#### Extracted entries
Start of Block

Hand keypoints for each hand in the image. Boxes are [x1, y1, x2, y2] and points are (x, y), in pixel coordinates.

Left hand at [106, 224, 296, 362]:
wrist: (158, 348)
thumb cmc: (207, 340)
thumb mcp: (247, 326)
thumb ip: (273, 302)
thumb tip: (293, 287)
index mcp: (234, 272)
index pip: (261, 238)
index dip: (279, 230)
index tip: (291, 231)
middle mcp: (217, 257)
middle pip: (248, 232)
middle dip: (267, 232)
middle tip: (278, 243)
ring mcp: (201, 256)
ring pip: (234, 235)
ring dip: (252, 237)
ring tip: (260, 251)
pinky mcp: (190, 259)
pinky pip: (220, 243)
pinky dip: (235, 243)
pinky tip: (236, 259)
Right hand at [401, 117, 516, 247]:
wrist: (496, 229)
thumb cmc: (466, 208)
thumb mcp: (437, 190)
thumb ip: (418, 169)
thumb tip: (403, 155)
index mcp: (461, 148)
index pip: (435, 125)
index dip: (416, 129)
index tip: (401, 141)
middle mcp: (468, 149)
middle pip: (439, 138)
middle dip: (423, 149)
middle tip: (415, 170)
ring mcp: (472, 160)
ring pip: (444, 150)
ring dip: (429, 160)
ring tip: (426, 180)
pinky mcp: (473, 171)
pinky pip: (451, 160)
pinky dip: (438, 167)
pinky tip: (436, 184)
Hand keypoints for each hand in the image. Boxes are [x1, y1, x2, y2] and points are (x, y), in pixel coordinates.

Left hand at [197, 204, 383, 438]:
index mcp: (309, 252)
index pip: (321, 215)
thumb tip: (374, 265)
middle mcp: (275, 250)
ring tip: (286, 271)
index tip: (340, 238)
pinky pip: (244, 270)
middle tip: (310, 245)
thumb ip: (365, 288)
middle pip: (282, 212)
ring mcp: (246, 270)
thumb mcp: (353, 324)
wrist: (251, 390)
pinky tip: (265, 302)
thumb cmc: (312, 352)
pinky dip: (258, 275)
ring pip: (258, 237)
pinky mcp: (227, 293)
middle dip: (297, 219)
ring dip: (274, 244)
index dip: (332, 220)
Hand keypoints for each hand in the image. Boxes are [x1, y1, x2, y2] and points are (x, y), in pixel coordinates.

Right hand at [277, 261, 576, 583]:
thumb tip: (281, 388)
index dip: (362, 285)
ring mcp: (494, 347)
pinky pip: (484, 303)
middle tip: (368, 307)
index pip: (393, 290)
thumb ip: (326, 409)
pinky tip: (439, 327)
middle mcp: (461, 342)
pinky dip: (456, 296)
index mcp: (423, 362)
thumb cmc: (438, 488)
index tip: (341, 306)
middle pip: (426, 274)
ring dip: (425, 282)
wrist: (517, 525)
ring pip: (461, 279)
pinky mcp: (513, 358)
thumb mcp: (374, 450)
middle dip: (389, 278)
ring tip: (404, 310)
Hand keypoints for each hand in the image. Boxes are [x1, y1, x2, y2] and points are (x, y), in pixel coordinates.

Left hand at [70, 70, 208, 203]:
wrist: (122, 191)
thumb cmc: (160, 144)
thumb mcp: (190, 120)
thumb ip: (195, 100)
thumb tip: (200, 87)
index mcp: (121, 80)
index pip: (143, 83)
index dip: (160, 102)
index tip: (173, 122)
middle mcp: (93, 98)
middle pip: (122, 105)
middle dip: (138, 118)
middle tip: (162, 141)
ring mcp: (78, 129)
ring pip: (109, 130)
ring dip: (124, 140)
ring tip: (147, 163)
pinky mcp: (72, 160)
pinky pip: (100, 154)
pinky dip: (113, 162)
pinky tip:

End of Block

#### Task goal
For this exercise, copy each line from the listing above that has the word "Left".

#### Expected output
Left hand at [106, 224, 296, 362]:
Left hand at [197, 204, 383, 438]:
Left hand at [70, 70, 208, 203]:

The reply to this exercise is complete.